• ACTIVITY
Determine the number of lines in the data that include the word "curves", and write only that number.

• WORKING DATA

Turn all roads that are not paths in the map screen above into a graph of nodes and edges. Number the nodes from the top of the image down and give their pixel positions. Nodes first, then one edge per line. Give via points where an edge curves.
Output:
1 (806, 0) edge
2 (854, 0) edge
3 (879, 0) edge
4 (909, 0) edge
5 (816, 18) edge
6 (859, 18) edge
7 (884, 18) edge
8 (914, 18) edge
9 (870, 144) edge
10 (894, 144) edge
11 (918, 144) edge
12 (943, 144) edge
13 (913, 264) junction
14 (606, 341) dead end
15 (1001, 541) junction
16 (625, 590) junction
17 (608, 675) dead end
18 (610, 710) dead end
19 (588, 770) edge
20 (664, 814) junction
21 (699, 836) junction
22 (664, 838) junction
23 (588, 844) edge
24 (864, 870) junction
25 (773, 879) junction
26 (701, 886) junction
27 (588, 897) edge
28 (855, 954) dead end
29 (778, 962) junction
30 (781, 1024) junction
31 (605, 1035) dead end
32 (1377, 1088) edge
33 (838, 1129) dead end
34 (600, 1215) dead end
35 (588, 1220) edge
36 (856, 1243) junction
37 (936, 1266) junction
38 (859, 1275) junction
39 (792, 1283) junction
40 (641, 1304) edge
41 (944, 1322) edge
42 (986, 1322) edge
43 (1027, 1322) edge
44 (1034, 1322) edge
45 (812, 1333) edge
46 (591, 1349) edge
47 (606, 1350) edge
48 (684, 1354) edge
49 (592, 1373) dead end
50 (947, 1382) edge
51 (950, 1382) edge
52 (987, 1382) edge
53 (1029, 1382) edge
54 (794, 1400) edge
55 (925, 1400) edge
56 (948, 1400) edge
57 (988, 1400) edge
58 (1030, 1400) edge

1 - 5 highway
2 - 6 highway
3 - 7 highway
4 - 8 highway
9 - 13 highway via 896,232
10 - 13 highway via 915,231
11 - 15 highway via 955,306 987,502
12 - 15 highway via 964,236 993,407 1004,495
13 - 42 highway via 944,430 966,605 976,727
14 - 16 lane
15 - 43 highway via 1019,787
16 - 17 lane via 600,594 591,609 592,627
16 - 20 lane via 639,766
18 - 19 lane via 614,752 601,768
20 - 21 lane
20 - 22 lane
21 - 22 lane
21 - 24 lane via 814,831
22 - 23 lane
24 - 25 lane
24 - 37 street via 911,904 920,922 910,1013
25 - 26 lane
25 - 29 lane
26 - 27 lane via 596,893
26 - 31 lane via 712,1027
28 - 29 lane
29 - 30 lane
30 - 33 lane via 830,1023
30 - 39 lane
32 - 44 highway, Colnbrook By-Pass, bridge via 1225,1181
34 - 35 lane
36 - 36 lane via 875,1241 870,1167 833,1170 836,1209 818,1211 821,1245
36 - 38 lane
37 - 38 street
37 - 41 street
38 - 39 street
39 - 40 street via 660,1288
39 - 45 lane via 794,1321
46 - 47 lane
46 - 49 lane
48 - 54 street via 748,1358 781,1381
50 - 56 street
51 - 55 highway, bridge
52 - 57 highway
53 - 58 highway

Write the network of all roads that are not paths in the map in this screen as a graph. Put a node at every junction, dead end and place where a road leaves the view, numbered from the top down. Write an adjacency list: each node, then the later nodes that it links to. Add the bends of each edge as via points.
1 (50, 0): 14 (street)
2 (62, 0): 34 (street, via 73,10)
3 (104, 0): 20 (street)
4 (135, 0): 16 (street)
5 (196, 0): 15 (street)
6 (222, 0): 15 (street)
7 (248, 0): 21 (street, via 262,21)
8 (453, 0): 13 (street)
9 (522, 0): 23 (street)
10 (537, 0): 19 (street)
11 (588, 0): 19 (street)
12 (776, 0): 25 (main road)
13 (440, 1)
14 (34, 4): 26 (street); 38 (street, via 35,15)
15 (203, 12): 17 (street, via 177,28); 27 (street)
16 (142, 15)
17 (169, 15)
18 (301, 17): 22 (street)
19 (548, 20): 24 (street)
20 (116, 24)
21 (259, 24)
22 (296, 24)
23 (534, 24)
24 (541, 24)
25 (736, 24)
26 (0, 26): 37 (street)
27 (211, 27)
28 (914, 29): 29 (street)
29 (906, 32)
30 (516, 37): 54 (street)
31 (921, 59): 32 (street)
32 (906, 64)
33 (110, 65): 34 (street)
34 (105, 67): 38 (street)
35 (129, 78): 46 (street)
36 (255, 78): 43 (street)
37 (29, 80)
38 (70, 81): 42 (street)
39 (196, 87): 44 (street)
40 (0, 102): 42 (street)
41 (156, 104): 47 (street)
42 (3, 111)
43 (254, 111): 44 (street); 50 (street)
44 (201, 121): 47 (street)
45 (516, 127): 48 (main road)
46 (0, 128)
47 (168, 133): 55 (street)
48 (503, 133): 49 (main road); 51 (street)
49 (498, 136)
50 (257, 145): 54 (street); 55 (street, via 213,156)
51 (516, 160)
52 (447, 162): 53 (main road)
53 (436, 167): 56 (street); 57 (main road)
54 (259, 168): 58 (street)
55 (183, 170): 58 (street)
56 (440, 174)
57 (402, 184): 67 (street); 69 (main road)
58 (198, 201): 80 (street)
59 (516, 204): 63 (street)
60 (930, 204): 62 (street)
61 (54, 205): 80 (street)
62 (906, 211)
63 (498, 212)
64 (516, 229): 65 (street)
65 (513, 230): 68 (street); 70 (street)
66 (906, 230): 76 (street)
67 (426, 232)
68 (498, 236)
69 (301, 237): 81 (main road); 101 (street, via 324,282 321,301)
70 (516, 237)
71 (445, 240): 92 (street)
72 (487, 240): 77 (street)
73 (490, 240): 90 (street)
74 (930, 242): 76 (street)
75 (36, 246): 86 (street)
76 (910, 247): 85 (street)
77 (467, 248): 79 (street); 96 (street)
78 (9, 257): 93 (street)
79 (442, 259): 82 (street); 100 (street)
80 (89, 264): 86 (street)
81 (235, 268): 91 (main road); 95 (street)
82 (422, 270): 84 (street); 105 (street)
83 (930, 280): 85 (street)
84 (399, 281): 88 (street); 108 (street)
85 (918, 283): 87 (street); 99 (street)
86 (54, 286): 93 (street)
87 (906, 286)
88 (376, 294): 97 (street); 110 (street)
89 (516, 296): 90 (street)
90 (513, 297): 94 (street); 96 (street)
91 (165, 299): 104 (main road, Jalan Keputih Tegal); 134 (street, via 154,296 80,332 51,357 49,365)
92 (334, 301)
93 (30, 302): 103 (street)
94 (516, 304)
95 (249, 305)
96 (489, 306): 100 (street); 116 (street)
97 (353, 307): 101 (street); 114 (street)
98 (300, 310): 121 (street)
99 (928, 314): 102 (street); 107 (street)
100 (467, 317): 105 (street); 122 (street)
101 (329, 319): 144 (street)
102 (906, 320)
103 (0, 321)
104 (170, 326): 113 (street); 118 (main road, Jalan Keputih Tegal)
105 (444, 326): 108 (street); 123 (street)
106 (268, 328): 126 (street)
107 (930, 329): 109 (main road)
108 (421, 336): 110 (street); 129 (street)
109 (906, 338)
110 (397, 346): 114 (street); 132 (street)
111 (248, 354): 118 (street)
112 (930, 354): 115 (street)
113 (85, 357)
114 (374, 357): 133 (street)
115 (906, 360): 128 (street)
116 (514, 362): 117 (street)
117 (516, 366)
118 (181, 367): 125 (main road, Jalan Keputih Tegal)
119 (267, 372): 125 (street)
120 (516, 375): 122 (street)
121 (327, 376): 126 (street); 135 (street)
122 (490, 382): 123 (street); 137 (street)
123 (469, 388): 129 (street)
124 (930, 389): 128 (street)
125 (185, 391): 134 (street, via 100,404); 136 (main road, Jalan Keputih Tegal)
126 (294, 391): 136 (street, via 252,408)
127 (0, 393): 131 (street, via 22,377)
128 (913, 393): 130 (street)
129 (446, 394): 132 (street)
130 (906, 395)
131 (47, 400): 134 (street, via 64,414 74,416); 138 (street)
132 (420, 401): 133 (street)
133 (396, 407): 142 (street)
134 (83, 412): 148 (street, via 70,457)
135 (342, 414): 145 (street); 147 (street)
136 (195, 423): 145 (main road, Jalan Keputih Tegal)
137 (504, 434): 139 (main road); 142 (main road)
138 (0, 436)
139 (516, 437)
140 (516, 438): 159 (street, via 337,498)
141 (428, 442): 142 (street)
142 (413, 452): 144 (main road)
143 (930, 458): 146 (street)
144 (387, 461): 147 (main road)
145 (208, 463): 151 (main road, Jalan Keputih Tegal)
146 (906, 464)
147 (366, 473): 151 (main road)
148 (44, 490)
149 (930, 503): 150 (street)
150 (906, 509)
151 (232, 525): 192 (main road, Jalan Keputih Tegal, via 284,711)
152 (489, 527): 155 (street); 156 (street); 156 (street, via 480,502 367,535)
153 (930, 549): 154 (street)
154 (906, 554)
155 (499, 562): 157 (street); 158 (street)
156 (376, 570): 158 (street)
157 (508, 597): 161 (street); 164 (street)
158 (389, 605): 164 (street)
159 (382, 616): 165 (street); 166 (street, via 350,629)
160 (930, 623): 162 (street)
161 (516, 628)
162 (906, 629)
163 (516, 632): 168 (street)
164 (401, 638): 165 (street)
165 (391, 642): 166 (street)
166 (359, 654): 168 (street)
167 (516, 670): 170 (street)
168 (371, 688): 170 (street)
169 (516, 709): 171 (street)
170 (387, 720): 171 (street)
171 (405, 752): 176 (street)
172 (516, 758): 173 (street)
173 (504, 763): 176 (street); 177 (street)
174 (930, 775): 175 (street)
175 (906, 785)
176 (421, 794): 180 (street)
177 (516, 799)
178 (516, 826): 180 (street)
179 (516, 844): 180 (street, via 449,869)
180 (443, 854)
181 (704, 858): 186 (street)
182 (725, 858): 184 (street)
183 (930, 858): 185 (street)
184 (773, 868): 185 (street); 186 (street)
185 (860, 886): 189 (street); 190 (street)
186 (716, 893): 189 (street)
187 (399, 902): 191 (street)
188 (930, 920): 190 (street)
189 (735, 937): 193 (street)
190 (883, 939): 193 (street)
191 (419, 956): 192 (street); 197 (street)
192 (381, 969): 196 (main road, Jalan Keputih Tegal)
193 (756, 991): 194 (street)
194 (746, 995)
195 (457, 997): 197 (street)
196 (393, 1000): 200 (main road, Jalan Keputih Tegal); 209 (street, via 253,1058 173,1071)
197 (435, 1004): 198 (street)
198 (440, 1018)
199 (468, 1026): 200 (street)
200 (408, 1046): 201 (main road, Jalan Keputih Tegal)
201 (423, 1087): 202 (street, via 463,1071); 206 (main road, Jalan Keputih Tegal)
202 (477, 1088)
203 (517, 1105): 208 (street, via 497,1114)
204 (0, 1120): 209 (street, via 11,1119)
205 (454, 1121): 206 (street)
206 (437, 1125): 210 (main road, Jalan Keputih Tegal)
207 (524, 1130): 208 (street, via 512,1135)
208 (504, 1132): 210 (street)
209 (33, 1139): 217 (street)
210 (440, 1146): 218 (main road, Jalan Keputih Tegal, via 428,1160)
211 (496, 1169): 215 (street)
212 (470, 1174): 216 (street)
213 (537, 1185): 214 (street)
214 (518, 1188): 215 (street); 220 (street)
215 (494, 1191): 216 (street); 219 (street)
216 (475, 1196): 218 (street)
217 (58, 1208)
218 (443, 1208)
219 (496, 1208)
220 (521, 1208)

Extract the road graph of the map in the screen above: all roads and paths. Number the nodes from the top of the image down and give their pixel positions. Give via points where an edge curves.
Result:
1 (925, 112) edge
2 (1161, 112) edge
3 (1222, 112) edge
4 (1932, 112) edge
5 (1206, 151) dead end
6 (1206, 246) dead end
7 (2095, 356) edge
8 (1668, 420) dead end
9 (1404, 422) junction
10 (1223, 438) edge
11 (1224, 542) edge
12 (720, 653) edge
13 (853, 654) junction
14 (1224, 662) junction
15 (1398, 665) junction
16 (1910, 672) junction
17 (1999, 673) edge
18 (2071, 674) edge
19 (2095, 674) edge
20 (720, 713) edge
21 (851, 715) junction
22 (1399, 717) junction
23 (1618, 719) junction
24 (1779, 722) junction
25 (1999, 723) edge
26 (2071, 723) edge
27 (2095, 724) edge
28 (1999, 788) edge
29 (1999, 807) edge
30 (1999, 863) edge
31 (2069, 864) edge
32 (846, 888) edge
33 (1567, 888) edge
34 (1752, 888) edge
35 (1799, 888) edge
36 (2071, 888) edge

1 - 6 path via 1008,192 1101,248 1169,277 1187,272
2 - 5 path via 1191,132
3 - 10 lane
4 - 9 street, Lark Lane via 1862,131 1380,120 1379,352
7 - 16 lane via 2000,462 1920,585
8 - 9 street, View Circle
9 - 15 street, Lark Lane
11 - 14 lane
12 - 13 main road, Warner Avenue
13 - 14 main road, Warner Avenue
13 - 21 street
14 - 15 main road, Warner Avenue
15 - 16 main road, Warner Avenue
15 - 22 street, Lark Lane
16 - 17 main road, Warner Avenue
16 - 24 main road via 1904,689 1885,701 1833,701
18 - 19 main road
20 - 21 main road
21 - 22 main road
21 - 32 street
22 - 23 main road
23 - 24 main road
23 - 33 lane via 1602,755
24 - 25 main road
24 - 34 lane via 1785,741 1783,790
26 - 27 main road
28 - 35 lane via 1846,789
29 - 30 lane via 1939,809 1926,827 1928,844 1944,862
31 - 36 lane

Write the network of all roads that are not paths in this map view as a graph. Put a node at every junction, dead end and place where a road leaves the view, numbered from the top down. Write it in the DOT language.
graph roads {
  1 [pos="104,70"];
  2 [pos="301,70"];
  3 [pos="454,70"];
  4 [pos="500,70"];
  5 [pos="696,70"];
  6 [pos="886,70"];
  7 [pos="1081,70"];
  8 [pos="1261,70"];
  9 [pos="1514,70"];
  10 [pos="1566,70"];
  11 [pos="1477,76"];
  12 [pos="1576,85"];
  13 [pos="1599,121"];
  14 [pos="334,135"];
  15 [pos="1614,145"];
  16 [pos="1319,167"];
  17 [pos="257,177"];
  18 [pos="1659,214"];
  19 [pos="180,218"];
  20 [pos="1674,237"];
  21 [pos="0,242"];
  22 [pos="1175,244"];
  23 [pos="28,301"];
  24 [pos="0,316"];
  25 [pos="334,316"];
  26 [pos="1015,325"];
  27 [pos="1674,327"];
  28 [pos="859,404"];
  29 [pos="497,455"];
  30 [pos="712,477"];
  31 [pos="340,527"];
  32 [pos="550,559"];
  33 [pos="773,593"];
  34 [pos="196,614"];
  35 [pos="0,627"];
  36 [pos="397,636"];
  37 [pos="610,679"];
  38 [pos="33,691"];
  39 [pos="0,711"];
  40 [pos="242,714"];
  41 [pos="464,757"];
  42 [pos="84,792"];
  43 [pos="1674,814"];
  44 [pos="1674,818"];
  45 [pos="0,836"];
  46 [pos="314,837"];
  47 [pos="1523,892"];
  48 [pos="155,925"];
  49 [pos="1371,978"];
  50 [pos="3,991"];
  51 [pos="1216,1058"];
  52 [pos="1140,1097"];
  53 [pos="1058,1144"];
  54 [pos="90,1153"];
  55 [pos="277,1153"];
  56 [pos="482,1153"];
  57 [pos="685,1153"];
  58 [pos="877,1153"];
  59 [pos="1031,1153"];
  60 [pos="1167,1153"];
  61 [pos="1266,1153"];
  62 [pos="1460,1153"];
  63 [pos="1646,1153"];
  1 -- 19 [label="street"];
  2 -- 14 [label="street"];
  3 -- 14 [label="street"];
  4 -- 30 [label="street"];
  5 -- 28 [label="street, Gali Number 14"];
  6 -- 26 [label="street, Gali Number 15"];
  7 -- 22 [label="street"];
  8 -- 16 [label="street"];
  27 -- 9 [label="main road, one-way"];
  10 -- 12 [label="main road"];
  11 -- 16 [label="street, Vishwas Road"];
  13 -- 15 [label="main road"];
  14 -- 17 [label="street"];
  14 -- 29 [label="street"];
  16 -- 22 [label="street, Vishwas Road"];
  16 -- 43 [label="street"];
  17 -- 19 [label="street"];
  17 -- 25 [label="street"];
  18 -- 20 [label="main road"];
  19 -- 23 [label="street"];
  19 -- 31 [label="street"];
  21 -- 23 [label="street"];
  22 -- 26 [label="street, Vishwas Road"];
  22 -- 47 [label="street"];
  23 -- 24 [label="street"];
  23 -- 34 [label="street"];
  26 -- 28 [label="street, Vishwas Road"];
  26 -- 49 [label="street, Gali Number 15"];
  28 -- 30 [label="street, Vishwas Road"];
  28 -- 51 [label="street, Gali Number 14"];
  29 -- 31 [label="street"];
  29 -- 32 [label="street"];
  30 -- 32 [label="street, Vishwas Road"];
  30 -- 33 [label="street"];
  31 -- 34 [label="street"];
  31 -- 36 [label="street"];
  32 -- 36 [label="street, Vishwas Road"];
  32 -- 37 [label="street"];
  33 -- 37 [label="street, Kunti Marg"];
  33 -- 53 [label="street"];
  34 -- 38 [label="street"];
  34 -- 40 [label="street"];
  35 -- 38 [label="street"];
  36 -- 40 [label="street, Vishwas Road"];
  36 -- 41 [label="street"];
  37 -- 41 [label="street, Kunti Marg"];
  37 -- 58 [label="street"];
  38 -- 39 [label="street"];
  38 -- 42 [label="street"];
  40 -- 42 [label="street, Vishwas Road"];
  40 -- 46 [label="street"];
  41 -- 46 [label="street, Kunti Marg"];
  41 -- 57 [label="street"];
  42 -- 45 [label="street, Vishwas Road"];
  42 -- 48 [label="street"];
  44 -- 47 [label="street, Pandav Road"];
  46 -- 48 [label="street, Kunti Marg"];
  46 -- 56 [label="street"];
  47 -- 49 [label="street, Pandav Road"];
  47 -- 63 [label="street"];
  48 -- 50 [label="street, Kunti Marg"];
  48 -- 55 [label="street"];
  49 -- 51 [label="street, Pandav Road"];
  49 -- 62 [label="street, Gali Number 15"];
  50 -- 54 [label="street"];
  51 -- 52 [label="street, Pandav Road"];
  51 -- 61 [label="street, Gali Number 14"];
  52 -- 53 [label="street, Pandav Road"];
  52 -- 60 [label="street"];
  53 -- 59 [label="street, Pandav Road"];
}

• ANSWER FOR THIS EXERCISE
2